Following the UN Climate Conference (COP 27) and ahead of the UN Biodiversity Conference (COP 15) in Montreal in December 2022, the State of Finance for Nature report underpins that with sufficient finance, nature-based solutions provide benefits that contribute to climate, biodiversity and land restoration goals in an integrated manner while also promoting human wellbeing. This ‘triple’ win potential is particularly alluring given the current global economic situation. Yet, nature-based solutions are significantly under-financed, revealed the report.
GFFN is working to raise ambition and drive action to address critical challenges to mobilizing finance for food systems transformation. According to the SFN report, immediate action is needed from public and private actors to scale up annual investments in NbS over the next three years to close the finance gap by investing an additional US $230 billion per year. By 2025, annual investment in Nature based solutions (NbS) needs to increase to US $384 billion, more than double the finance currently flowing into NbS (US $154 billion) and by 2050, annual investments need to reach US $674 billion, four times current investment levels.

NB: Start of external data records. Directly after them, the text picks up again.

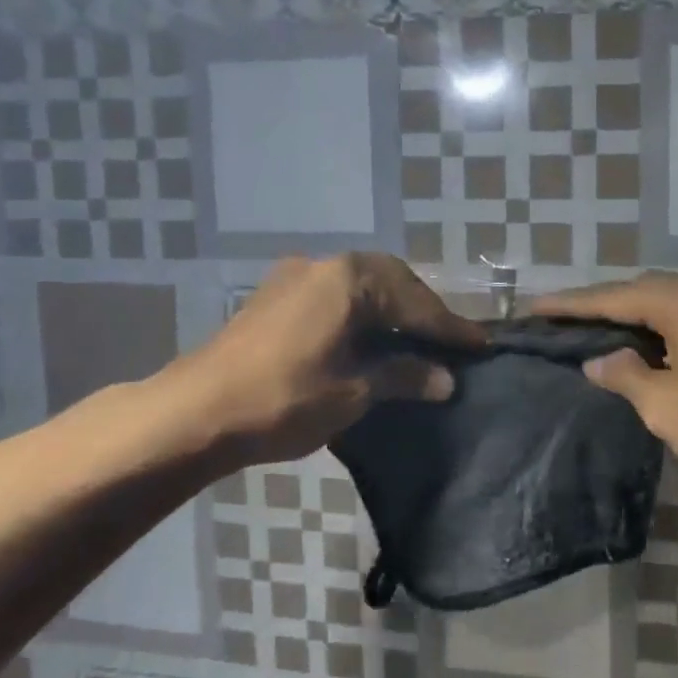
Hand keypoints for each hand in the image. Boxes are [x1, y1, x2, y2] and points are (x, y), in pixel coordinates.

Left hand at [158, 254, 485, 469]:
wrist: (194, 411)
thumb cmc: (283, 399)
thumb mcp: (353, 392)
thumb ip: (403, 377)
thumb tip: (446, 379)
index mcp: (349, 279)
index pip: (416, 302)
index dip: (450, 327)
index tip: (482, 344)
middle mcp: (324, 265)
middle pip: (391, 281)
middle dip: (421, 311)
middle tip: (449, 340)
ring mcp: (295, 277)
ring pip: (361, 285)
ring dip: (391, 309)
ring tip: (416, 339)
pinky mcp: (275, 297)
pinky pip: (335, 295)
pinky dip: (362, 312)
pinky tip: (370, 337)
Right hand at [534, 272, 677, 489]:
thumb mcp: (667, 406)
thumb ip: (625, 376)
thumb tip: (600, 360)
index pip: (612, 296)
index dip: (569, 304)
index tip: (532, 306)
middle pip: (641, 292)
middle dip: (600, 306)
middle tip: (561, 319)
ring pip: (669, 306)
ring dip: (632, 318)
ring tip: (597, 331)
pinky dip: (662, 332)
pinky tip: (650, 351)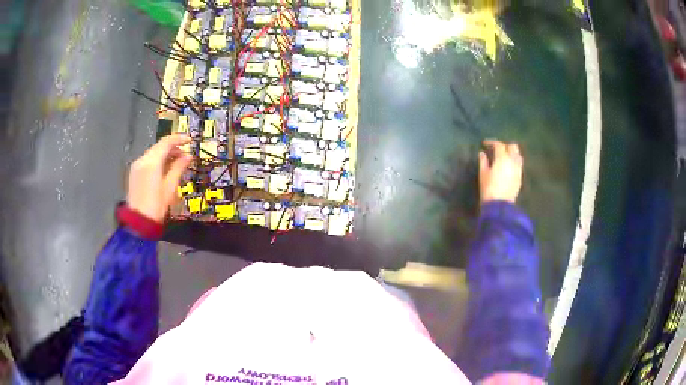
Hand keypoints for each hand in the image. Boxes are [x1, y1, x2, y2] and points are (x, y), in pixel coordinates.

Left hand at [127, 134, 191, 221]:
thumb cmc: (157, 206)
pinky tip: (165, 169)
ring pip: (153, 153)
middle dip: (172, 147)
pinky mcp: (134, 173)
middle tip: (185, 154)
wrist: (139, 223)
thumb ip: (178, 168)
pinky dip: (158, 161)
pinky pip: (148, 161)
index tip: (190, 141)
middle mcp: (142, 160)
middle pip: (159, 147)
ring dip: (165, 154)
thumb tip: (188, 156)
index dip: (179, 139)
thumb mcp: (170, 187)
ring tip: (177, 162)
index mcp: (152, 162)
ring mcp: (137, 166)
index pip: (166, 143)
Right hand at [479, 141, 522, 203]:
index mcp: (502, 158)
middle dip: (505, 146)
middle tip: (497, 149)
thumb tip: (483, 154)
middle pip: (512, 146)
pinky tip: (508, 166)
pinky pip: (519, 164)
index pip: (499, 145)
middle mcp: (513, 160)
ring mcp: (518, 169)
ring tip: (504, 157)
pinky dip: (514, 161)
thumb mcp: (483, 174)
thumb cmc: (489, 189)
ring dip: (511, 153)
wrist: (500, 205)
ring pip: (518, 155)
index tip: (485, 145)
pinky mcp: (520, 177)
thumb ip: (483, 162)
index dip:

The report is the second in a series that aims to quantify public and private finance flows to nature-based solutions and the extent to which finance flows are aligned with global targets and the investment needed to limit global warming to below 1.5°C, halt biodiversity loss and achieve land degradation neutrality. It has a broader scope than the inaugural report in 2021.
The State of Finance for Nature report has been produced by GFFN Partner – UN Environment Programme, and the Economics of Land Degradation (ELD) Initiative – hosted by the Deutsche Gesellschaft für Internationale Zusammenarbeit (GIZ) – in collaboration with Vivid Economics by McKinsey.